:: Input data
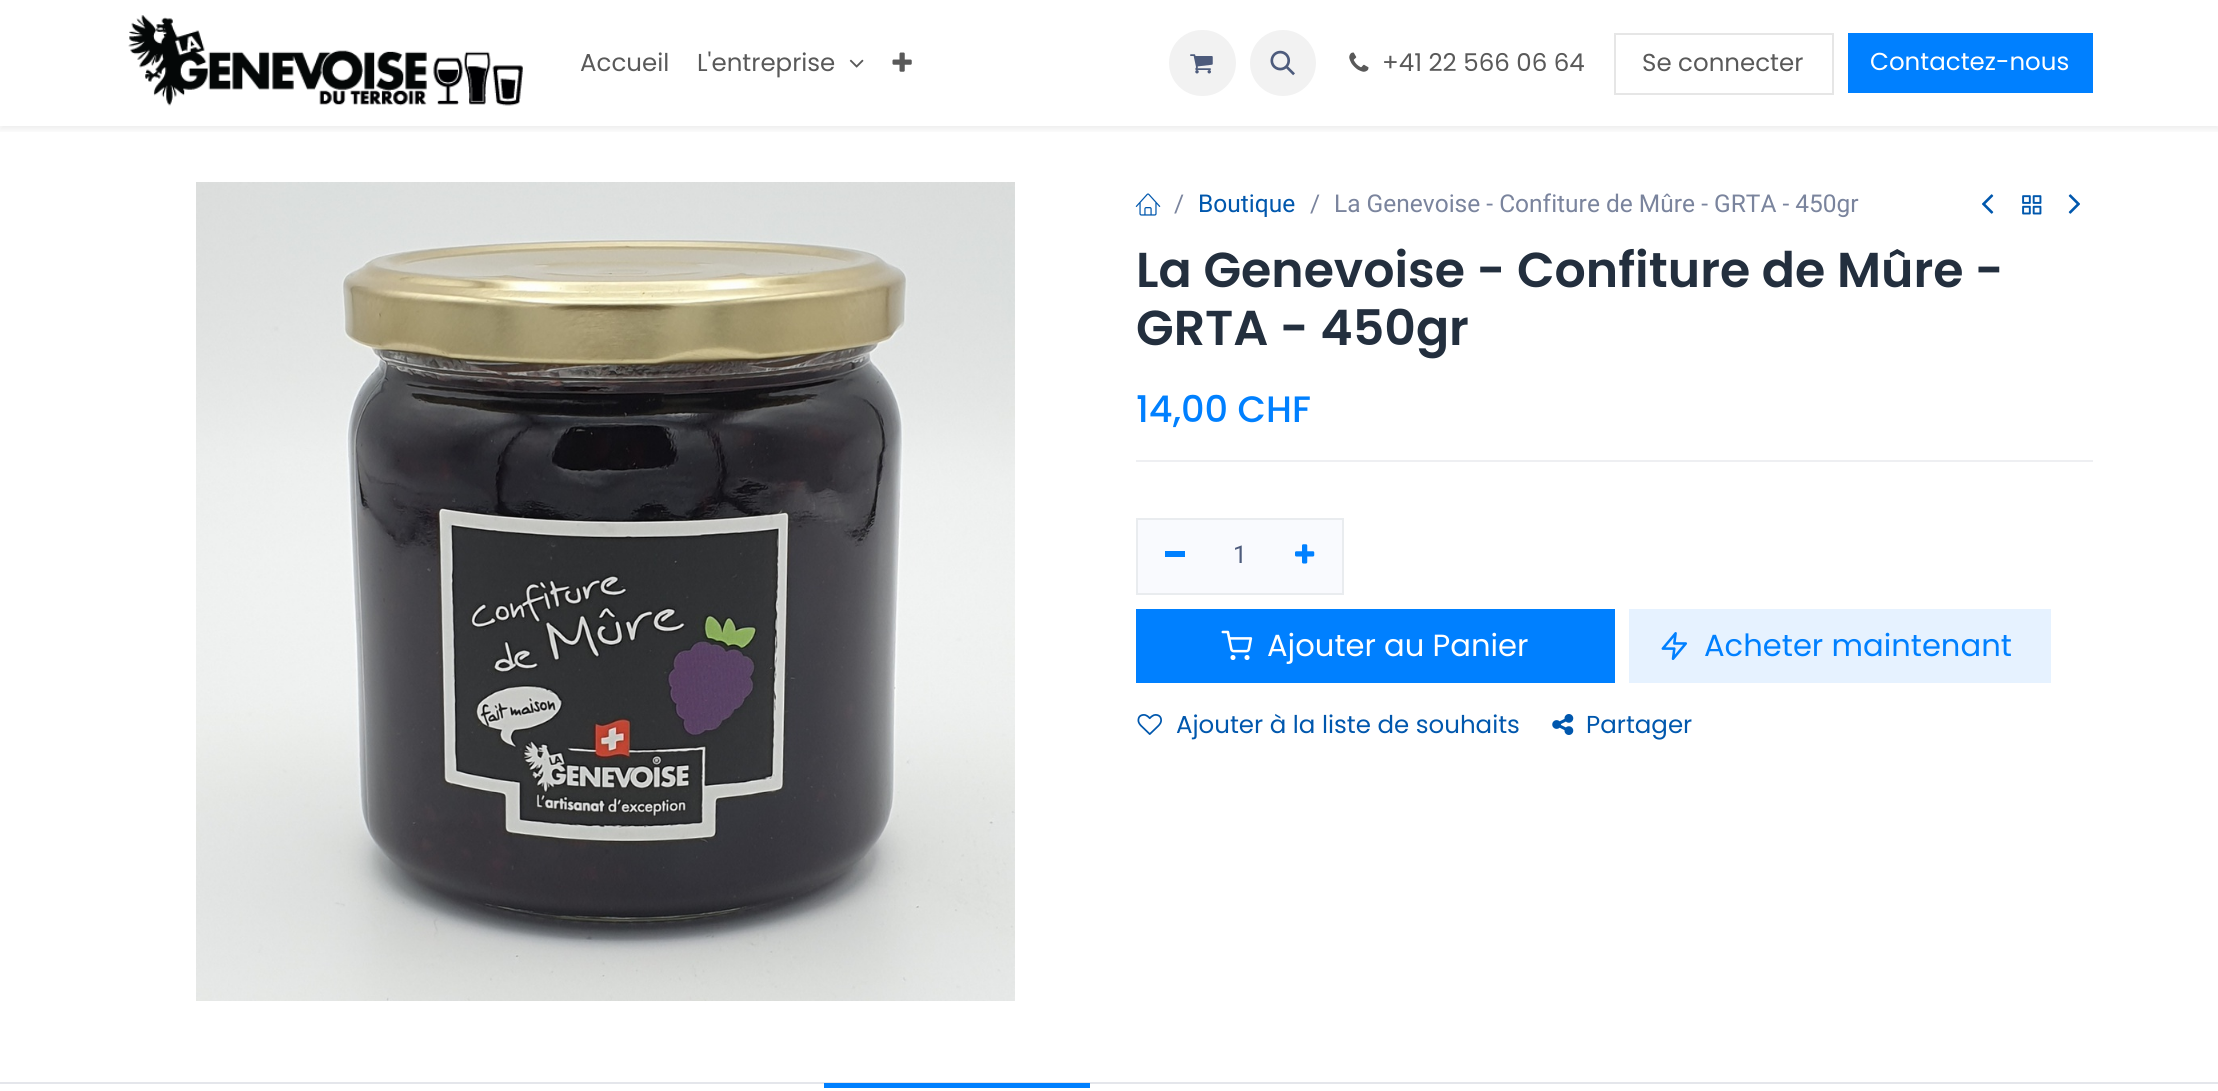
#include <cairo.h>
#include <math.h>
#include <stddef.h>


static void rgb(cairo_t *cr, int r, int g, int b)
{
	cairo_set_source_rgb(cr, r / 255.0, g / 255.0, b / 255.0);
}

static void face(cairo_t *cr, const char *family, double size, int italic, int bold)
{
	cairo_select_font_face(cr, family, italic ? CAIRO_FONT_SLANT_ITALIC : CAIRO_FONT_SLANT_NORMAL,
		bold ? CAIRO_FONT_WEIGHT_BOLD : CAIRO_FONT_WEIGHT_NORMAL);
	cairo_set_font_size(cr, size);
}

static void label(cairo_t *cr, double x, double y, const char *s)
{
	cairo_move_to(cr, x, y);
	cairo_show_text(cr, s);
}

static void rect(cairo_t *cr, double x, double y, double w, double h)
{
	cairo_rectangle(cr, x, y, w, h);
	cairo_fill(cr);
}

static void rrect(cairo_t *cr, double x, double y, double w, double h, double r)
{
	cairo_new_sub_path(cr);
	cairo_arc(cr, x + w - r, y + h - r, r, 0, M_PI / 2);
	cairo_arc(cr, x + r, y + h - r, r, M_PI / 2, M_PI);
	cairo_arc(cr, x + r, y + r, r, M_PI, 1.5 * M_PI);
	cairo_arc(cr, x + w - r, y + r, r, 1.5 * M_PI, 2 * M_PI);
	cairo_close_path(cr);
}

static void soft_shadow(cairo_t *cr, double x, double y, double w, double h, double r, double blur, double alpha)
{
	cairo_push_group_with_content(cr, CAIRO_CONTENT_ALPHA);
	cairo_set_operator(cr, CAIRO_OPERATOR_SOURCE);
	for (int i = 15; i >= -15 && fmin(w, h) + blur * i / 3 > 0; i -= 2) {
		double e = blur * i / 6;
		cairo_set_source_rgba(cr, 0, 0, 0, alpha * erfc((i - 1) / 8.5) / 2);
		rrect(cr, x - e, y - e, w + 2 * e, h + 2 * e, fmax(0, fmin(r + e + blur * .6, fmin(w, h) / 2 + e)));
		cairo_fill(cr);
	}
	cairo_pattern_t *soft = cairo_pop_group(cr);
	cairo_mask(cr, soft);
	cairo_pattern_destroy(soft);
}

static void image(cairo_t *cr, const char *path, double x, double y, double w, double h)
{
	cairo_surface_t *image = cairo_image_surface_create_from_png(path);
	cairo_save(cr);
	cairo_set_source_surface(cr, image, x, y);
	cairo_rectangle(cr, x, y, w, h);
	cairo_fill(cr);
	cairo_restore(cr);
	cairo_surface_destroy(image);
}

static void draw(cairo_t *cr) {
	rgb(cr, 255, 255, 255);
	cairo_paint(cr);
	cairo_save(cr);
	cairo_rectangle(cr, 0, 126, 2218, 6);
	cairo_clip(cr);
	rgb(cr, 0, 0, 0);
	soft_shadow(cr, 0, 4, 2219, 126, 0, 3.5, 0.07);
	cairo_restore(cr);
	image(cr, "image0.png", 128, 15, 395, 91);
	face(cr, "Poppins", 24.5, 0, 0);
	rgb(cr, 89, 89, 89);
	label(cr, 580, 71, "Accueil");
	label(cr, 697, 71, "L'entreprise");
	image(cr, "image1.png", 849, 59, 15, 9);
	image(cr, "image2.png", 892, 52, 20, 20);
	rgb(cr, 242, 242, 242);
	rrect(cr, 1169, 30, 67, 66, 33);
	cairo_fill(cr);
	image(cr, "image3.png", 1190, 54, 23, 20);
	cairo_arc(cr, 1283, 63, 33, 0, 2 * M_PI);
	cairo_fill(cr);
	image(cr, "image4.png", 1270, 50, 25, 26);
	image(cr, "image5.png", 1349, 52, 20, 20);
	rgb(cr, 89, 89, 89);
	label(cr, 1382, 71, "+41 22 566 06 64");
	cairo_rectangle(cr, 1615, 34, 218, 60);
	rgb(cr, 230, 230, 230);
	cairo_stroke(cr);
	rgb(cr, 89, 89, 89);
	label(cr, 1642, 71, "Se connecter");
	rgb(cr, 0, 128, 255);
	rect(cr, 1848, 33, 245, 60);
	rgb(cr, 255, 255, 255);
	label(cr, 1870, 70, "Contactez-nous");
	image(cr, "image6.png", 196, 182, 819, 819);
	image(cr, "image7.png", 1135, 193, 26, 23);
	face(cr, "Roboto", 24.5, 0, 0);
	rgb(cr, 122, 132, 157);
	label(cr, 1174, 212, "/");
	rgb(cr, 0, 87, 173);
	label(cr, 1198, 212, "Boutique");
	rgb(cr, 122, 132, 157);
	label(cr, 1310, 212, "/");
	label(cr, 1334, 212, "La Genevoise - Confiture de Mûre - GRTA - 450gr");
	image(cr, "image8.png", 1982, 194, 12, 20);
	image(cr, "image9.png", 2022, 195, 20, 20);
	image(cr, "image10.png", 2068, 194, 12, 20);
	face(cr, "Poppins SemiBold", 49, 0, 0);
	rgb(cr, 35, 47, 62);
	label(cr, 1136, 287, "La Genevoise - Confiture de Mûre -");
	label(cr, 1136, 345, "GRTA - 450gr");
	face(cr, "Poppins Medium", 36.75, 0, 0);
	rgb(cr, 0, 128, 255);
	label(cr, 1136, 422, "14,00 CHF");
	rgb(cr, 238, 239, 242);
	rect(cr, 1136, 460, 957, 2);
	rgb(cr, 249, 250, 254);
	cairo_rectangle(cr, 1137, 519, 206, 75);
	cairo_fill_preserve(cr);
	rgb(cr, 233, 236, 239);
	cairo_stroke(cr);
	rgb(cr, 0, 128, 255);
	rect(cr, 1165, 551, 20, 6);
	face(cr, "Roboto", 24.5, 0, 0);
	rgb(cr, 77, 91, 124);
	label(cr, 1233, 563, "1");
	image(cr, "image11.png", 1295, 544, 20, 20);
	rgb(cr, 0, 128, 255);
	rect(cr, 1136, 609, 479, 74);
	image(cr, "image12.png", 1221, 630, 32, 30);
	face(cr, "Poppins", 30.6, 0, 0);
	rgb(cr, 255, 255, 255);
	label(cr, 1267, 656, "Ajouter au Panier");
	rgb(cr, 230, 242, 255);
	rect(cr, 1629, 609, 422, 74);
	image(cr, "image13.png", 1661, 632, 27, 28);
	rgb(cr, 0, 128, 255);
	label(cr, 1704, 656, "Acheter maintenant");
	image(cr, "image14.png", 1137, 714, 25, 21);
	face(cr, "Poppins", 24.5, 0, 0);
	rgb(cr, 0, 87, 173);
	label(cr, 1176, 733, "Ajouter à la liste de souhaits");
	image(cr, "image15.png", 1552, 714, 22, 21);
	label(cr, 1586, 733, "Partager");
	rgb(cr, 228, 230, 235);
	rect(cr, 0, 1082, 2218, 2);
	rgb(cr, 0, 128, 255);
	rect(cr, 824, 1083, 266, 5);
}

int main(void) {
	cairo_surface_t *surface = cairo_image_surface_create(CAIRO_FORMAT_RGB24, 2218, 1091);
	cairo_t *cr = cairo_create(surface);
	cairo_font_options_t *options = cairo_font_options_create();
	cairo_font_options_set_hint_metrics(options, CAIRO_HINT_METRICS_OFF);
	cairo_font_options_set_hint_style(options, CAIRO_HINT_STYLE_NONE);
	cairo_set_font_options(cr, options);
	cairo_set_miter_limit(cr, 4);
	draw(cr);
	cairo_surface_write_to_png(surface, "render.png");
	cairo_font_options_destroy(options);
	cairo_destroy(cr);
	cairo_surface_destroy(surface);
	return 0;
}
::::
_Action item:_ Search the data above for the word "family", then gather each line in which it appears.

_Exercise response:_
static void face(cairo_t *cr, const char *family, double size, int italic, int bold)
	cairo_select_font_face(cr, family, italic ? CAIRO_FONT_SLANT_ITALIC : CAIRO_FONT_SLANT_NORMAL,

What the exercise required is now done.